Most efficient way to format a hash of data?

2019-05-18 12:06发布

问题:

I am using this array of hashes to do a batch insert into a mongo DB. Each hash was populated by parsing a text file so the formatting of fields are in an unpredictable format. It might look something like:

{date => "March 5", time => "05:22:21", first_name = "John", middle_initial = "JJ", ...}

And I would have a series of formatting functions. So maybe:

def format_date
..convert if needed..
end

def format_time
...
end

How would I go about calling the formatting functions on various records? I could see doing some kind of lambda call where I iterate through the hash and call a format_record_name function, but not all records will have formatting functions. For instance above the first_name record wouldn't need one.

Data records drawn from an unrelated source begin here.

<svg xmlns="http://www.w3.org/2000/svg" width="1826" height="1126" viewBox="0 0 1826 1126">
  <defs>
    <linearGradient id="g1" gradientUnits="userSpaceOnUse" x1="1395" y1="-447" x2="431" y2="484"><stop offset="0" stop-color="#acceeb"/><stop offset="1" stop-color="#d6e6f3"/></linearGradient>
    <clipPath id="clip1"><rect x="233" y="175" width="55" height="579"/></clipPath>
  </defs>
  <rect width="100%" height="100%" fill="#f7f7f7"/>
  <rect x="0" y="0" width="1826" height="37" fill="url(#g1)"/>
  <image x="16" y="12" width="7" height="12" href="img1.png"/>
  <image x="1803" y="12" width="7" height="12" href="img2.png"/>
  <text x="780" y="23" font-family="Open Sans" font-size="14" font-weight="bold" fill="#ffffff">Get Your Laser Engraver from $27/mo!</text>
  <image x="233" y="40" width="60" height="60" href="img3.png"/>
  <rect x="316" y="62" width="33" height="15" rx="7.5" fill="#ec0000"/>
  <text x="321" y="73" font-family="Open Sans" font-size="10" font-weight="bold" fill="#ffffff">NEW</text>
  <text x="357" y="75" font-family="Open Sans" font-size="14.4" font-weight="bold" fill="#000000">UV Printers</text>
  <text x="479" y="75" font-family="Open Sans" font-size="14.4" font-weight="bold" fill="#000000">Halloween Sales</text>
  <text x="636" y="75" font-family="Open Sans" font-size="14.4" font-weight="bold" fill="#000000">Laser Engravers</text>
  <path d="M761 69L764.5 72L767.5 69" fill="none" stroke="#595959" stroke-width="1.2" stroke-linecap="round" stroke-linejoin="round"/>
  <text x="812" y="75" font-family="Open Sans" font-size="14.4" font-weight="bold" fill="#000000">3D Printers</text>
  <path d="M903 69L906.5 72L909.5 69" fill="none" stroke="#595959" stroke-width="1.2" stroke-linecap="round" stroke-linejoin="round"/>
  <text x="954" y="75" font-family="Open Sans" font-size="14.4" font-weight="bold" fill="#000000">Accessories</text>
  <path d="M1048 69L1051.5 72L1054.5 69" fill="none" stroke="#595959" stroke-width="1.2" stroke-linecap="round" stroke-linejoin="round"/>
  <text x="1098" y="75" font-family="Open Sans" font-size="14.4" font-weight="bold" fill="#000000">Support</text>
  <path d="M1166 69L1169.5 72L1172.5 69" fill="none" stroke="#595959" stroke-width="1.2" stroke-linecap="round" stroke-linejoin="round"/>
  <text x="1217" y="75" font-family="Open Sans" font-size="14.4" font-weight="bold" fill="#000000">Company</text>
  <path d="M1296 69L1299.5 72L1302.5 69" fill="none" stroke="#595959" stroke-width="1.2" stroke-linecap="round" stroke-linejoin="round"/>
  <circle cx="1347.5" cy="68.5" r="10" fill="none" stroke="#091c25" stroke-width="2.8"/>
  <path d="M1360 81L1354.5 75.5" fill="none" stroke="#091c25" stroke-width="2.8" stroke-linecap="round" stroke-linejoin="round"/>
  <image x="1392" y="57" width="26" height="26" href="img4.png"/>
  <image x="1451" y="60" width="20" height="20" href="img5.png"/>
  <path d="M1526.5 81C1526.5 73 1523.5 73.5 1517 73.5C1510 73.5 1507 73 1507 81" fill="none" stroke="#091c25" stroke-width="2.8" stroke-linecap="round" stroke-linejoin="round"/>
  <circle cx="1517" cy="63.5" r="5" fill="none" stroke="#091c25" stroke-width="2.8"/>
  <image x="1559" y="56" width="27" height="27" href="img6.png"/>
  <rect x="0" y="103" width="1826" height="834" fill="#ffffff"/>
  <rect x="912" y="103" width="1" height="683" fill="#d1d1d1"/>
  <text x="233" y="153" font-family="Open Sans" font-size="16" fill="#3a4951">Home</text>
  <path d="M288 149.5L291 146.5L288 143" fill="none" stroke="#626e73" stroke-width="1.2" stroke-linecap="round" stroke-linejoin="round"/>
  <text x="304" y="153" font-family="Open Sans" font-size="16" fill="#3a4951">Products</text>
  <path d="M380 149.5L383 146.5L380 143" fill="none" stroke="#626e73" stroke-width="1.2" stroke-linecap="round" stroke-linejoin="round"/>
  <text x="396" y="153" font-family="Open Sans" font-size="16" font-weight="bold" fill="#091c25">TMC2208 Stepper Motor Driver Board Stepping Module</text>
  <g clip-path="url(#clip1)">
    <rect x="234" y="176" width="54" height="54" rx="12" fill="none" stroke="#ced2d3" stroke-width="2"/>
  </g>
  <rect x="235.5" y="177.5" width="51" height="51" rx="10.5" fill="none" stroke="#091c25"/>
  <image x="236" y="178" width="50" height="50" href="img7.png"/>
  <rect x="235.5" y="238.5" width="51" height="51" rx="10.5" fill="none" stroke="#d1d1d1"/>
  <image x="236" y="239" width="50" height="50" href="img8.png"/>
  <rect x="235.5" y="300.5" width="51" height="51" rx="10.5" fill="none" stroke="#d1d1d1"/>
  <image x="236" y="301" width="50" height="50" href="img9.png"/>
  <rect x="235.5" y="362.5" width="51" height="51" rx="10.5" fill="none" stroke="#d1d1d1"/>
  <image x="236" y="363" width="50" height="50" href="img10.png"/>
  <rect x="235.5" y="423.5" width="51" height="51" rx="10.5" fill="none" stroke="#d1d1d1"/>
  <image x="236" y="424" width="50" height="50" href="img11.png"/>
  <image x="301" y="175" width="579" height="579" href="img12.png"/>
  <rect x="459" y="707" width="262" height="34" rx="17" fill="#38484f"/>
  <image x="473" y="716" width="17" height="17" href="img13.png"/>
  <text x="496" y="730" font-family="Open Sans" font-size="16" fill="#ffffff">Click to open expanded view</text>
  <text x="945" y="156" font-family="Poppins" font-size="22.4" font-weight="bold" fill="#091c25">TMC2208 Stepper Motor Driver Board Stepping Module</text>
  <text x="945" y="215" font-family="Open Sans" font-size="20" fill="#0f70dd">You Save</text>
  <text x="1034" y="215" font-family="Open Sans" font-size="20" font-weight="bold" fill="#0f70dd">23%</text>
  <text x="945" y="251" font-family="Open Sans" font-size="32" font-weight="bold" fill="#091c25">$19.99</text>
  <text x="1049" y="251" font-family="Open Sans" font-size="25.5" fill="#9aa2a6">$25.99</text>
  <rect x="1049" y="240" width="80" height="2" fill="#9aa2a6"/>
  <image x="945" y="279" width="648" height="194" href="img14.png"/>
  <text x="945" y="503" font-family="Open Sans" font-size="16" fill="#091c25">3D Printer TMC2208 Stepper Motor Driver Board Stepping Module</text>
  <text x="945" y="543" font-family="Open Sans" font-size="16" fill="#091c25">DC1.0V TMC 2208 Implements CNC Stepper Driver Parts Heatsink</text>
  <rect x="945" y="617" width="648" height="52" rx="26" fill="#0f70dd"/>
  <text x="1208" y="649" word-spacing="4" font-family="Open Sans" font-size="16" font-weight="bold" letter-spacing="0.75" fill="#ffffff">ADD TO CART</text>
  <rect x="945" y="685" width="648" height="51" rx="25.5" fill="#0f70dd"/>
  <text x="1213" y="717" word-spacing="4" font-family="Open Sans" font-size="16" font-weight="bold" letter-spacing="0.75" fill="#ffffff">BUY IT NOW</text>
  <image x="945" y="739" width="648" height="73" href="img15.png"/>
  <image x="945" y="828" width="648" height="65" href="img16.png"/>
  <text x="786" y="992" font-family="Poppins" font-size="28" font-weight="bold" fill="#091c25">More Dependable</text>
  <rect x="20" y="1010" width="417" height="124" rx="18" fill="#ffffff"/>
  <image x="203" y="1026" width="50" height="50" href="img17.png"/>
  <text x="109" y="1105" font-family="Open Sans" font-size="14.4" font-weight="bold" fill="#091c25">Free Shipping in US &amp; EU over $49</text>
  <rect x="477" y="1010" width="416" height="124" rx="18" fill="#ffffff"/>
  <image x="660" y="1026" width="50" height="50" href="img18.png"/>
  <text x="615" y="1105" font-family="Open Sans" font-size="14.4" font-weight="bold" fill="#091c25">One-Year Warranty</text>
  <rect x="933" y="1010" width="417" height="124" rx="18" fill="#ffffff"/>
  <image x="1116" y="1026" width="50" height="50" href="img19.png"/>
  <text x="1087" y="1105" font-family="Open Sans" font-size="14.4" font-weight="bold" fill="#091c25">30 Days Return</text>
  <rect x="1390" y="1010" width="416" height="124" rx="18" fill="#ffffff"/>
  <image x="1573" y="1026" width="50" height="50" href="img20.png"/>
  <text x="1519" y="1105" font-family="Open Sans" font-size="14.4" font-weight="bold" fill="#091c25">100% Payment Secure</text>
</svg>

Any ideas?

回答1:

Here's one idea, pretty similar to what you stated. You might just have an identity function for the fields you don't want to format

def pass(x)
   x
end 

method_hash = {:date=>method(:your_format_date)}
method_hash.default = method(:pass)

x = {:date => "March 5", :time => "05:22:21", :first_name => "John", :middle_initial => "JJ"}
x.reduce({}) { |hsh,k|  hsh[k[0]] = method_hash[k[0]].call(k[1]); hsh }


回答2:

Just keep a list of the keys that you do want to handle. You could even tie it to the transformation functions with a Hash:

transformations = { 
  :date => lambda {|date| whatever},
  :time => lambda {|time| whatever} 
}
transformations.default = lambda {|v| v}

data.map do |hash|
  Hash[ hash.map {|key, val| transformations[key][val] } ]
end


回答3:

Make use of Ruby's Singleton (or Eigen) class and then the following one liner solves your problem:

module Formatter
  def format_date
    Date.parse(self[:date]).strftime('%Y-%m-%d')
  end

  def format_time
    self[:time].split(':')[0,2].join('-')
  end

  def format_first_name
    self[:first_name].upcase
  end

  def format
    {:date => format_date, :time => format_time, :first_name => format_first_name, :last_name => self[:last_name]}
  end
end

records = [
  {:date => 'March 05', :time => '12:13:00', :first_name => 'Wes', :last_name => 'Bailey'},
  {:date => 'March 06', :time => '09:15:11', :first_name => 'Joe', :last_name => 'Buck'},
  {:date => 'March 07', :time => '18:35:48', :first_name => 'Troy', :last_name => 'Aikmen'},
]

records.map {|h| h.extend(Formatter).format}
=> [{:date=>"2011-03-05", :time=>"12-13", :first_name=>"WES", :last_name=>"Bailey"},
 {:date=>"2011-03-06", :time=>"09-15", :first_name=>"JOE", :last_name=>"Buck"},
 {:date=>"2011-03-07", :time=>"18-35", :first_name=>"TROY", :last_name=>"Aikmen"}] 


回答4:

class Formatters
    def self.time(value)
        "FORMATTED TIME"
    end

    def self.date(value)
        "FORMATTED DATE"
    end

    def self.method_missing(name, arg)
        arg
    end
end

your_data = [{:date => "March 5", :time => "05:22:21", :first_name => "John", :middle_initial => "JJ"},
             {:date => "March 6", :time => "05:22:22", :first_name => "Peter", :middle_initial => "JJ"},
             {:date => "March 7", :time => "05:22:23", :first_name => "Paul", :middle_initial => "JJ"}]

formatted_data = your_data.map do |item|    
    Hash[ *item.map { |k, v| [k, Formatters.send(k, v)] }.flatten ]
end